Суббота неслышно приближалась. Еще немного, и она ворвется к ней в дом. Ванда решила не пускать ее. Она открыла глаза и увидела, что показывают старую американскую комедию. Ванда посмотрела весь фильм без звука, а когда он кончился, так долго смеялась, что даже Генри недовольно завозился и повернулся к ней спиной. Наверное, если бы мог, он бы от нее сбежал. Но к счастью, игуана была надежно закрыта в своем стеклянном саркофаге, и Ванда была единственным ее другом, ее защитником и богом.

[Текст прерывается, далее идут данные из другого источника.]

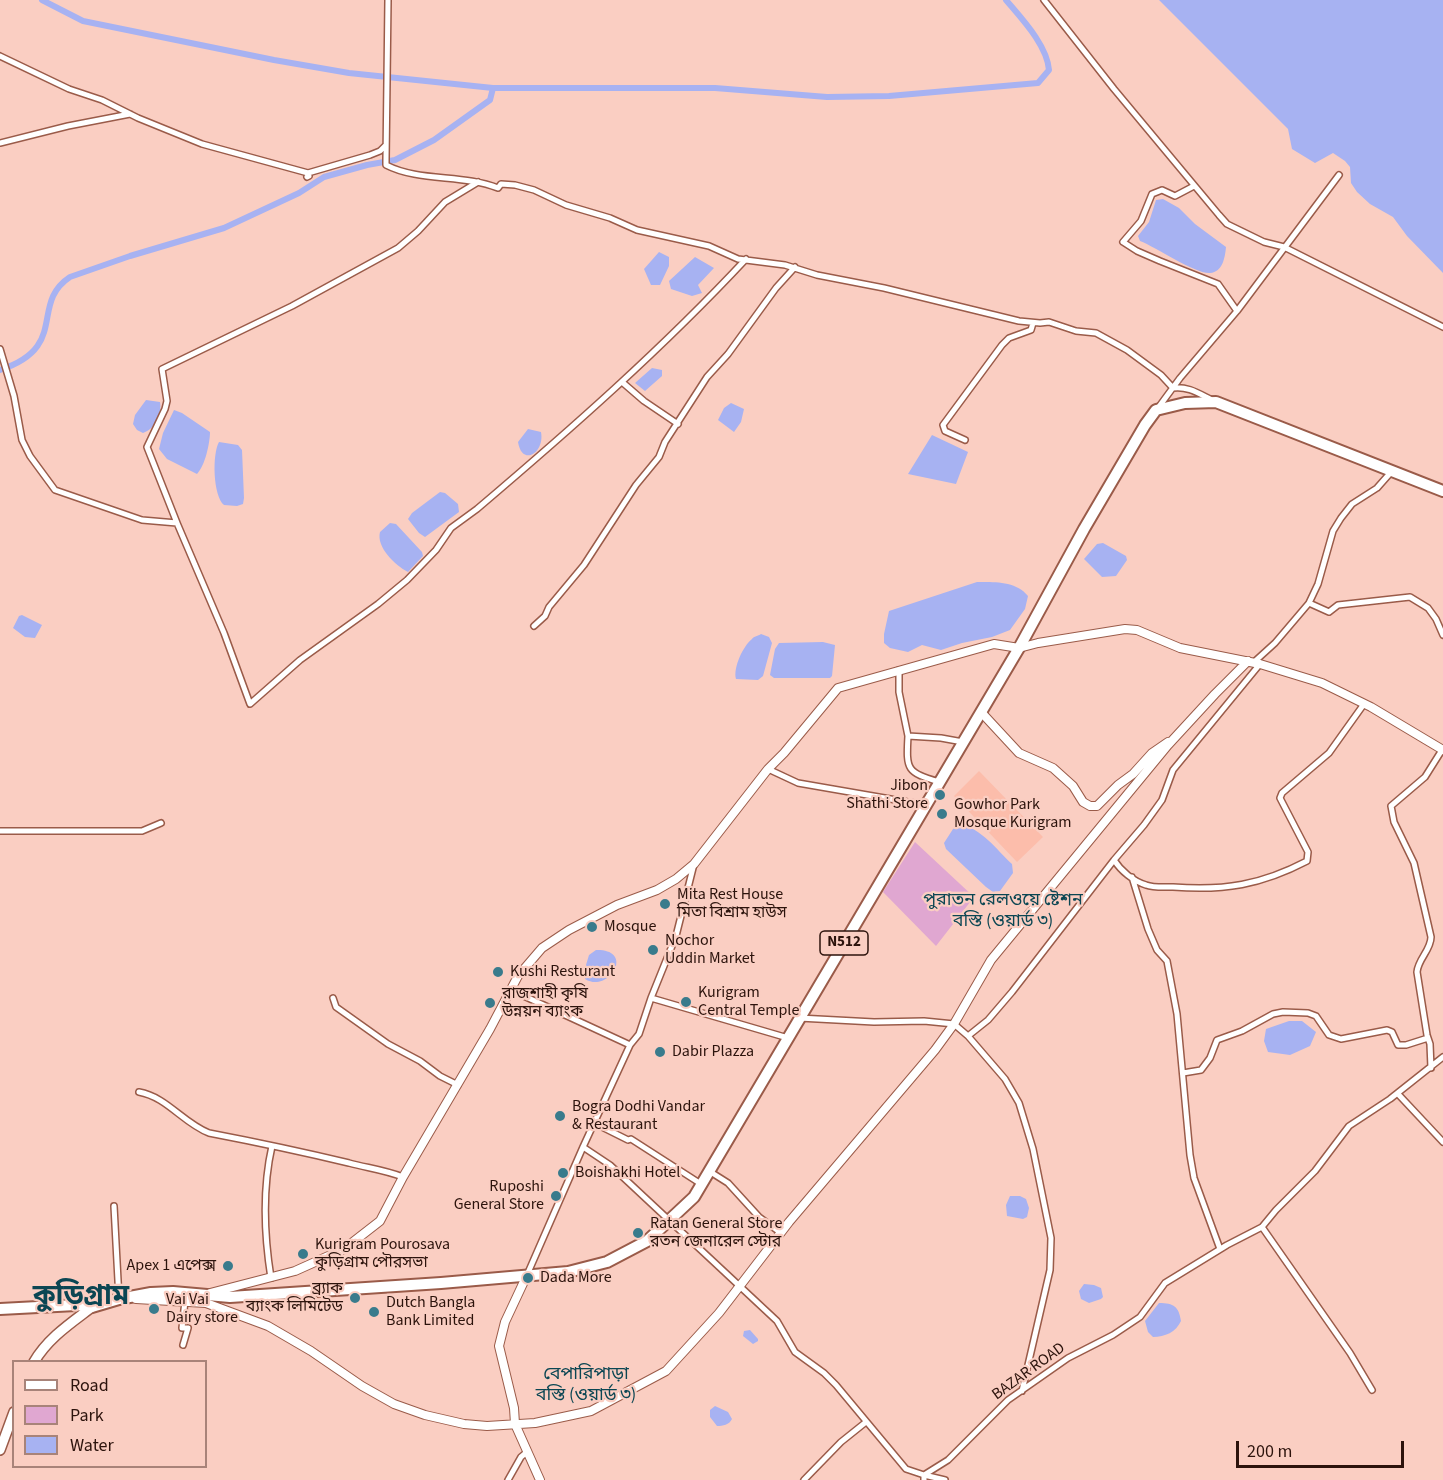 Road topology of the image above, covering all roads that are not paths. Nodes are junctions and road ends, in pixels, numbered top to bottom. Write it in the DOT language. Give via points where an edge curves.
graph roads {
  1 [pos="388,0"];
  2 [pos="1044,0"];
  3 [pos="0,56"];
  4 [pos="131,113"];
  5 [pos="0,143"];
  6 [pos="386,145"];
  7 [pos="1339,175"];
  8 [pos="478,182"];
  9 [pos="1194,186"];
  10 [pos="1284,246"];
  11 [pos="746,259"];
  12 [pos="795,267"];
  13 [pos="1237,311"];
  14 [pos="1033,322"];
  15 [pos="1443,327"];
  16 [pos="0,349"];
  17 [pos="622,382"];
  18 [pos="1173,388"];
  19 [pos="1216,402"];
  20 [pos="1156,410"];
  21 [pos="678,424"];
  22 [pos="965,440"];
  23 [pos="1392,471"];
  24 [pos="1443,491"];
  25 [pos="177,523"];
  26 [pos="1309,603"];
  27 [pos="534,626"];
  28 [pos="1443,635"];
  29 [pos="1019,648"];
  30 [pos="1254,663"];
  31 [pos="899,670"];
  32 [pos="1365,704"];
  33 [pos="981,712"];
  34 [pos="908,736"];
  35 [pos="1177,736"];
  36 [pos="963,742"];
  37 [pos="1443,750"];
  38 [pos="768,770"];
  39 [pos="939,782"];
  40 [pos="926,805"];
  41 [pos="161,823"];
  42 [pos="0,831"];
  43 [pos="1114,860"];
  44 [pos="694,864"];
  45 [pos="1132,877"];
  46 [pos="511,990"];
  47 [pos="333,998"];
  48 [pos="651,998"];
  49 [pos="800,1018"];
  50 [pos="954,1024"];
  51 [pos="968,1036"];
  52 [pos="788,1038"];
  53 [pos="1428,1038"];
  54 [pos="630,1046"];
  55 [pos="1443,1057"];
  56 [pos="1431,1068"];
  57 [pos="1183,1073"];
  58 [pos="458,1085"];
  59 [pos="139,1092"];
  60 [pos="1398,1094"];
  61 [pos="594,1123"];
  62 [pos="1443,1142"];
  63 [pos="272,1146"];
  64 [pos="583,1147"];
  65 [pos="709,1171"];
  66 [pos="403,1177"];
  67 [pos="701,1184"];
  68 [pos="114,1206"];
  69 [pos="669,1220"];
  70 [pos="1262,1227"];
  71 [pos="781,1233"];
  72 [pos="1220,1249"];
  73 [pos="527,1275"];
  74 [pos="271,1278"];
  75 [pos="741,1286"];
  76 [pos="206,1294"];
  77 [pos="119,1299"];
  78 [pos="185,1301"];
  79 [pos="92,1307"];
  80 [pos="0,1309"];
  81 [pos="183,1345"];
  82 [pos="35,1360"];
  83 [pos="1372,1390"];
  84 [pos="1022,1391"];
  85 [pos="12,1417"];
  86 [pos="866,1422"];
  87 [pos="515,1424"];
  88 [pos="0,1450"];
  89 [pos="527,1452"];
  90 [pos="924,1477"];
  91 [pos="508,1480"];
  92 [pos="540,1480"];
  93 [pos="804,1480"];
  94 [pos="945,1480"];
  1 -- 6 [label="street"];
  2 -- 9 [label="street"];
  3 -- 4 [label="street"];
  4 -- 5 [label="street"];
  4 -- 6 [label="street" via="202,144 308,175 370,155"];
  6 -- 8 [label="street" via="386,165 392,169"];
  7 -- 10 [label="street"];
  8 -- 11 [label="street" via="498,188 507,184 534,190 637,230 709,246"];
  8 -- 25 [label="street" via="445,202 398,248 292,306 162,369 167,401 147,447"];
  9 -- 10 [label="street" via="1227,224 1264,242"];
  9 -- 13 [label="street" via="1179,195 1162,190 1152,194 1141,221 1123,242 1218,284"];
  10 -- 13 [label="street"];
  10 -- 15 [label="street"];
  11 -- 12 [label="street"];
  11 -- 17 [label="street"];
  12 -- 14 [label="street" via="816,275"];
  12 -- 21 [label="street" via="707,377"];
  13 -- 18 [label="street"];
  14 -- 18 [label="street" via="1048,322 1109,339 1161,375"];
  14 -- 22 [label="street" via="1031,330 1009,338 1002,345 943,425 945,431"];
  16 -- 25 [label="street" via="22,440 55,489 142,520"];
  17 -- 21 [label="street"];
  17 -- 25 [label="street" via="451,528 407,580 300,660 250,704 231,648"];
  18 -- 19 [label="street" via="1190,389"];
  18 -- 20 [label="street"];
  19 -- 20 [label="highway" via="1185,403"];
  19 -- 23 [label="highway"];
  20 -- 29 [label="highway, N512" via="1084,529"];
  21 -- 27 [label="street" via="584,565"];
  23 -- 24 [label="highway"];
  23 -- 26 [label="street" via="1377,488 1352,504 1333,531"];
  26 -- 28 [label="street" via="1329,612 1338,605 1410,597 1428,608"];
  26 -- 30 [label="street"];
  29 -- 30 [label="street" via="1125,629 1180,648"];
  29 -- 31 [label="street" via="994,644"];
  29 -- 33 [label="highway, N512"];
  30 -- 32 [label="street" via="1322,682"];
  30 -- 35 [label="street" via="1215,694"];
  30 -- 43 [label="street" via="1173,770 1162,800"];
  31 -- 34 [label="street"];
  31 -- 38 [label="street" via="838,688"];
  32 -- 37 [label="street"];
  32 -- 45 [label="street" via="1329,753 1280,798 1308,852 1307,861 1268,878 1230,888 1146,886"];
  33 -- 35 [label="street" via="1019,753 1053,768 1090,806 1097,806 1152,753"];
  33 -- 36 [label="highway, N512"];
  34 -- 36 [label="street"];
  34 -- 39 [label="street" via="910,770"];
  35 -- 50 [label="street" via="991,960"];
  36 -- 39 [label="highway, N512"];
  37 -- 53 [label="street" via="1425,777 1391,806 1394,822 1414,863 1431,937 1417,972"];
  38 -- 40 [label="street" via="798,783"];
  38 -- 44 [label="street"];
  39 -- 40 [label="highway, N512"];
  40 -- 49 [label="highway, N512"];
  41 -- 42 [label="street" via="142,831"];
  43 -- 45 [label="street"];
  43 -- 51 [label="street" via="1012,992"];
  44 -- 46 [label="street" via="657,890 617,905 542,948"];
  44 -- 48 [label="street" via="676,936"];
  45 -- 57 [label="street" via="1148,929 1167,961"];
  46 -- 54 [label="street"];
  46 -- 58 [label="street"];
  47 -- 58 [label="street" via="336,1006 388,1044"];
  48 -- 52 [label="street"];
  48 -- 54 [label="street" via="639,1034"];
  49 -- 50 [label="street"];
  49 -- 52 [label="highway, N512"];
  50 -- 51 [label="street"];
  50 -- 71 [label="street"];
  51 -- 84 [label="street" via="1019,1102 1051,1238 1050,1270"];
  52 -- 65 [label="highway, N512"];
  53 -- 56 [label="street"];
  53 -- 57 [label="street" via="1398,1045 1387,1030 1347,1039 1332,1038 1316,1016 1278,1012 1217,1040 1201,1070"];
  54 -- 61 [label="street"];
  55 -- 56 [label="street"];
  56 -- 60 [label="street"];
  57 -- 72 [label="street" via="1194,1178"];
  58 -- 66 [label="street"];
  59 -- 63 [label="street" via="160,1098 197,1128"];
  60 -- 62 [label="street"];
  60 -- 70 [label="street" via="1349,1126 1315,1171"];
  61 -- 64 [label="street"];
  61 -- 67 [label="street" via="631,1139"];
  63 -- 66 [label="street"];
  63 -- 74 [label="street" via="264,1218"];
  64 -- 69 [label="street" via="610,1165"];
  64 -- 73 [label="street"];
  65 -- 67 [label="highway, N512"];
  65 -- 71 [label="street" via="729,1184 759,1217"];
  66 -- 74 [label="street" via="380,1221 344,1249"];
  67 -- 69 [label="highway, N512" via="694,1197"];
  68 -- 77 [label="street"];
  69 -- 73 [label="highway, N512" via="647,1242 607,1262 568,1272"];
  69 -- 75 [label="street"];
  70 -- 72 [label="street, BAZAR ROAD"];
  70 -- 83 [label="street"];
  71 -- 75 [label="street"];
  72 -- 84 [label="street, BAZAR ROAD" via="1165,1283 1140,1317 1068,1358"];
  73 -- 76 [label="highway, N512" via="230,1297"];
  73 -- 87 [label="street" via="505,1322 499,1346"];
  74 -- 76 [label="street"];
  75 -- 86 [label="street" via="777,1321 795,1352 830,1379"];
  75 -- 87 [label="street" via="666,1371 591,1411"];
  76 -- 77 [label="highway, N512" via="151,1293"];
  77 -- 78 [label="street"];
  77 -- 79 [label="highway, N512"];
  78 -- 81 [label="street" via="182,1328 189,1328"];
  78 -- 87 [label="street" via="206,1303 268,1326 394,1404 464,1424"];
  79 -- 80 [label="highway"];
  79 -- 82 [label="main road" via="42,1348"];
  84 -- 90 [label="street, BAZAR ROAD" via="948,1460"];
  85 -- 88 [label="main road"];
  86 -- 90 [label="street" via="906,1469"];
  86 -- 93 [label="street"];
  87 -- 89 [label="street"];
  89 -- 91 [label="street"];
  89 -- 92 [label="street"];
  90 -- 94 [label="street"];
}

В известном смысле Ванда была ей матерью.
13
Грусть живет вечно —
сухой цветок, позабытый
в книге.
Ванда беспробудно проспала всю ночь, почти восемь часов. Может, из-за того, что не стала читать перед сном, а может, потому что после неудавшегося разговора с матерью позволила себе выпить. Сон был глубоким и безмолвным, без сновидений и страхов. Она проснулась еще более отдохнувшей и бодрой, чем предыдущим утром. Правда, ей не удалось улучшить свой рекорд в качании пресса — всего двадцать восемь раз, но даже это не испортило ей настроения. Возможно, исчезла амбиция, или она просто начала свыкаться со своим новым «я».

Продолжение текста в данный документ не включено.